Despite the project being well on the way in 2014, the past eight years have been plagued by delay after delay on the bypass, with just two blocks of land acquired in that time.
Last year’s budget saw the expected completion of land acquisition blow out by another year, with the previous minister using the excuse of ‘planning work’ for this lengthy delay.
Quite frankly the Kilmore community is sick of the excuses. How can the West Gate Tunnel, a project expected to cost well over $10 billion, take just two years to plan while a simple yet essential piece of regional infrastructure takes eight years to buy just two plots of land?
Today I received official correspondence from the minister which was dismissive of the community’s urgency for this project and an avoidance of detail.
The minister stated:
“I am informed that the Department of Transport and Planning is working to identify the appropriate planning pathway to reserve land for stage 1. I am further informed the next step would be the preparation of a business case for the project …”
Eight years and we are chasing a business case.
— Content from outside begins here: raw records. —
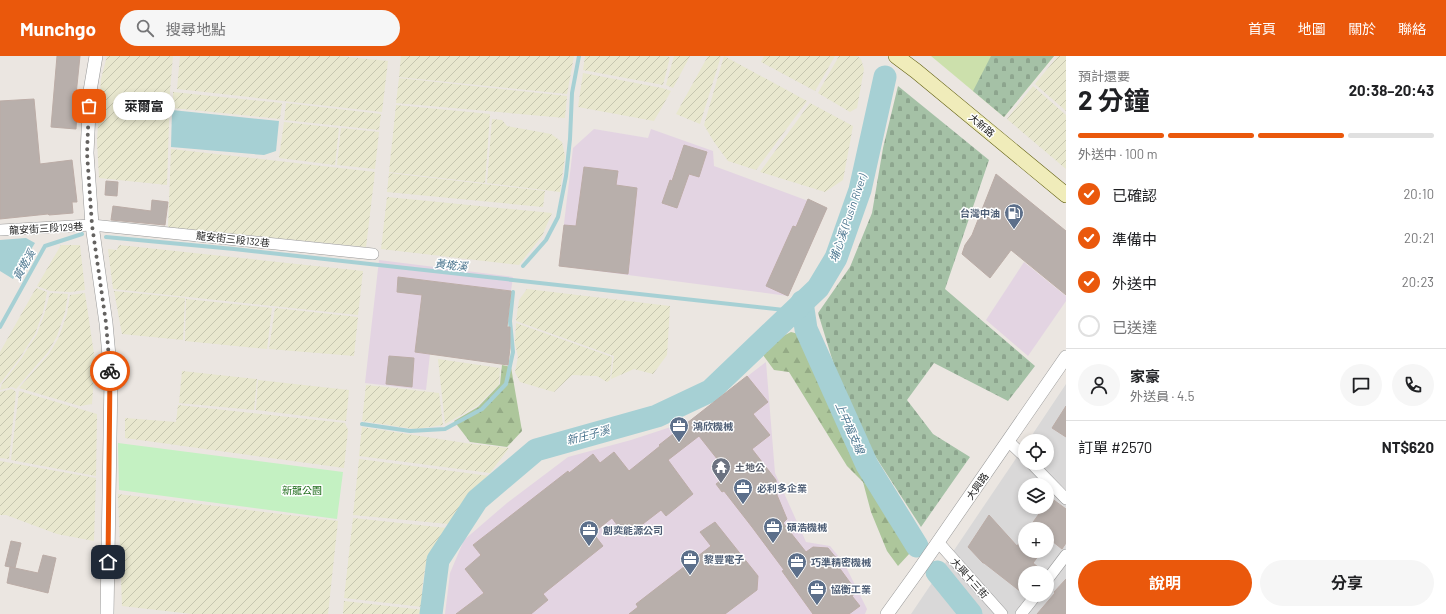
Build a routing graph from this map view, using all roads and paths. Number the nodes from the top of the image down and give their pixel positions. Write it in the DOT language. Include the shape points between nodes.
graph roads {
  1 [pos="96,56"];
  2 [pos="896,56"];
  3 [pos="1066,195"];
  4 [pos="92,225"];
  5 [pos="0,230"];
  6 [pos="373,254"];
  7 [pos="1066,357"];
  8 [pos="1008,441"];
  9 [pos="1018,451"];
  10 [pos="1037,470"];
  11 [pos="1066,498"];
  12 [pos="938,542"];
  13 [pos="1066,555"];
  14 [pos="1054,571"];
  15 [pos="1030,602"];
  16 [pos="107,614"];
  17 [pos="887,614"];
  18 [pos="1002,614"];
  19 [pos="1021,614"];
  1 -- 4 [label="street" via="90,91 87,153"];
  2 -- 3 [label="main road, 大新路"];
  4 -- 5 [label="street, 龍安街三段129巷"];
  4 -- 6 [label="street, 龍安街三段132巷"];
  4 -- 16 [label="street" via="111,378"];
  7 -- 8 [label="street, 大興路"];
  8 -- 9 [label="street"];
  8 -- 12 [label="street, 大興路"];
  10 -- 11 [label="street"];
  12 -- 17 [label="street, 大興路"];
  12 -- 18 [label="street, 大興十三街"];
  13 -- 14 [label="street"];
  15 -- 19 [label="street"];
}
How can this be the situation after eight years?
Kilmore is not a suburb of Melbourne, nor does anyone who lives there want to make it one.
People live in a town like Kilmore because they want to escape Melbourne and enjoy the lifestyle in regional Victoria.
They should not have to crawl through the gridlock of Sydney Street every single day because the Andrews government has sat on their hands for the past eight years.
The Nationals committed to delivering this project if elected to government, and now the Kilmore community faces four more years of delay at a time when the government pours billions into metro infrastructure.
Kilmore is one of the state’s most historically significant towns, but it is bursting at the seams and this inaction is having a considerable impact on the livability of the town.
With so much growth in the region, trucks constantly roaring down Sydney Road and congestion unimaginable for a country town, Kilmore residents are fatigued and have all but given up on progress under this government.
The town centre smells of exhaust fumes, buildings are crumbling, shops are for lease and the local economy has been strangled by the traffic flow.
Rightly so, there is genuine concern in the community for pedestrian safety, with trucks in town on a narrow main road that is unfit for purpose and unsafe for our community.
The failure to progress this project is not anything to do with complex planning requirements or an onerous land acquisition process; this bypass has not been built purely because of a lack of government willpower.
There is genuine distrust within the community that this government is capable of delivering the Kilmore bypass.